Task details :: From the line that contains "thumb mcp: (1231, 961)" to the last line of the entries, write each line out exactly; include both ends and nothing else.

Provided material START

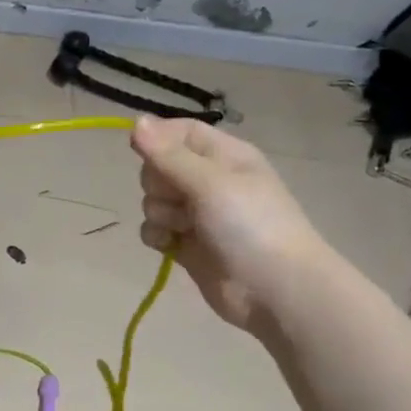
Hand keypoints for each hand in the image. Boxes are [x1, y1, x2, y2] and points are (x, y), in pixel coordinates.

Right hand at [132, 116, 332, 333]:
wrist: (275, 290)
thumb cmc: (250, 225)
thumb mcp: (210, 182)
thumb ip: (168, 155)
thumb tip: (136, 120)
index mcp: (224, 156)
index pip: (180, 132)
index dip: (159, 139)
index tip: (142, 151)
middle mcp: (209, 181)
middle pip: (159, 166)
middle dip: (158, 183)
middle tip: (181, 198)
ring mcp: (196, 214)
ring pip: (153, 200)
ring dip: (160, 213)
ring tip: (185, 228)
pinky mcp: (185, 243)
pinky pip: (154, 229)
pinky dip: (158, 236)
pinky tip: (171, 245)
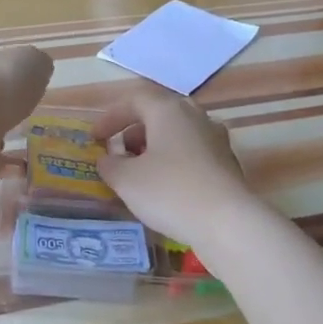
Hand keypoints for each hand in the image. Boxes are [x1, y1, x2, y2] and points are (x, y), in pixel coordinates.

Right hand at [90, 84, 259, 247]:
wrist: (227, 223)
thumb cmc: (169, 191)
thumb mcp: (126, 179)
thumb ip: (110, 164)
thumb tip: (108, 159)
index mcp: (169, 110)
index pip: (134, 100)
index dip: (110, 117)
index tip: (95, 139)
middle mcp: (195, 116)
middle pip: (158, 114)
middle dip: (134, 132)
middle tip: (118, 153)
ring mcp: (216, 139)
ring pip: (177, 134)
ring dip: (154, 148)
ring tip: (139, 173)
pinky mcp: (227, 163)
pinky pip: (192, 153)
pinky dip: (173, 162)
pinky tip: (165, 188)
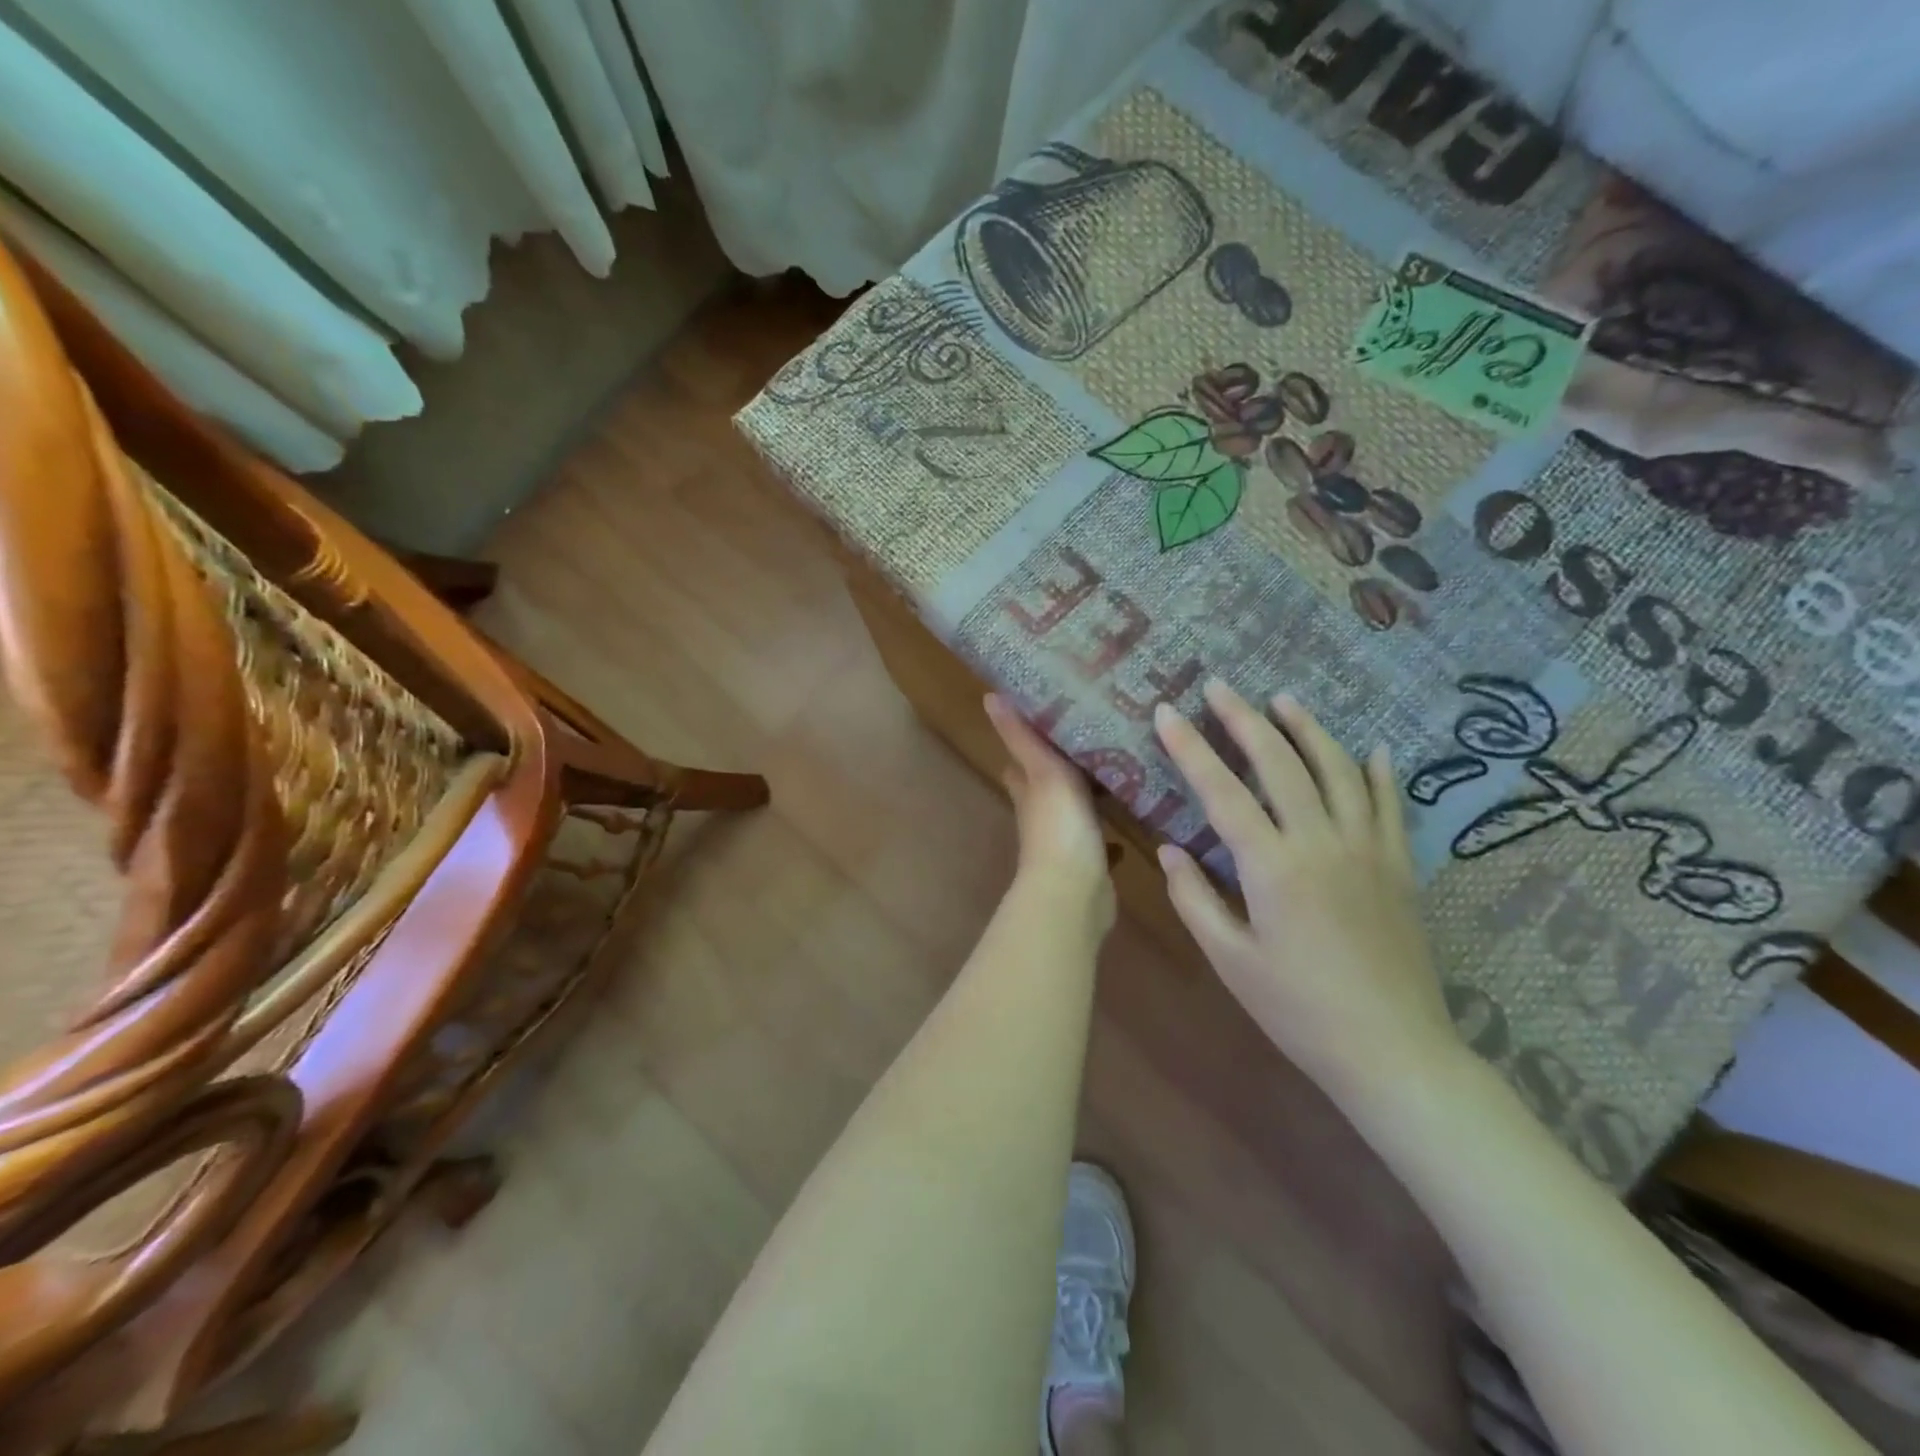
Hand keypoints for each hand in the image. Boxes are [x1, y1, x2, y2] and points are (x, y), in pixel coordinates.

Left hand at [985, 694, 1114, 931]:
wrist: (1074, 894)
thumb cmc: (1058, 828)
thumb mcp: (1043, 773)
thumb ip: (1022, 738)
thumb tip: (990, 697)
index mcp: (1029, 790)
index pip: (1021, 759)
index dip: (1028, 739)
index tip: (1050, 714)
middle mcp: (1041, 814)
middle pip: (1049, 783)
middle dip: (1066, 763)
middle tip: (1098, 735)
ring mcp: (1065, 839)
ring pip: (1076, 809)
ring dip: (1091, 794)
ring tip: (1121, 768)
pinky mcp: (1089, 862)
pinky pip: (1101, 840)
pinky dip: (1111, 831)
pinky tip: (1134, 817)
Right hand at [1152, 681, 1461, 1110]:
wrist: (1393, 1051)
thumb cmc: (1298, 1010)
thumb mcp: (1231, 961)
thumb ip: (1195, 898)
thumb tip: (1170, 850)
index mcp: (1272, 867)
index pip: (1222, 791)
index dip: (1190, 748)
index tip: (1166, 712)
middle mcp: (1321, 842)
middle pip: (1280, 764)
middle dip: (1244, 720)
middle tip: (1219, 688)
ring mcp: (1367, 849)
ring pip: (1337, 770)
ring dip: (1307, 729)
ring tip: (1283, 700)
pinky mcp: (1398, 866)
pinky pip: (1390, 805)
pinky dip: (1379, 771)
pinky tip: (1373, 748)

Provided material END

Answer below ::
thumb mcp: (1231, 961)
thumb ip: (1195, 898)
thumb tip: (1170, 850)
index mcp: (1272, 867)
index pip: (1222, 791)
index dip: (1190, 748)
index tip: (1166, 712)
middle mcp: (1321, 842)
middle pip: (1280, 764)
middle dip: (1244, 720)
middle tip: (1219, 688)
ring mcp: (1367, 849)
ring pip: (1337, 770)
ring dip: (1307, 729)
ring tip: (1283, 700)
pinky mcp: (1398, 866)
pinky pip: (1390, 805)
pinky dip: (1379, 771)
pinky tip: (1373, 748)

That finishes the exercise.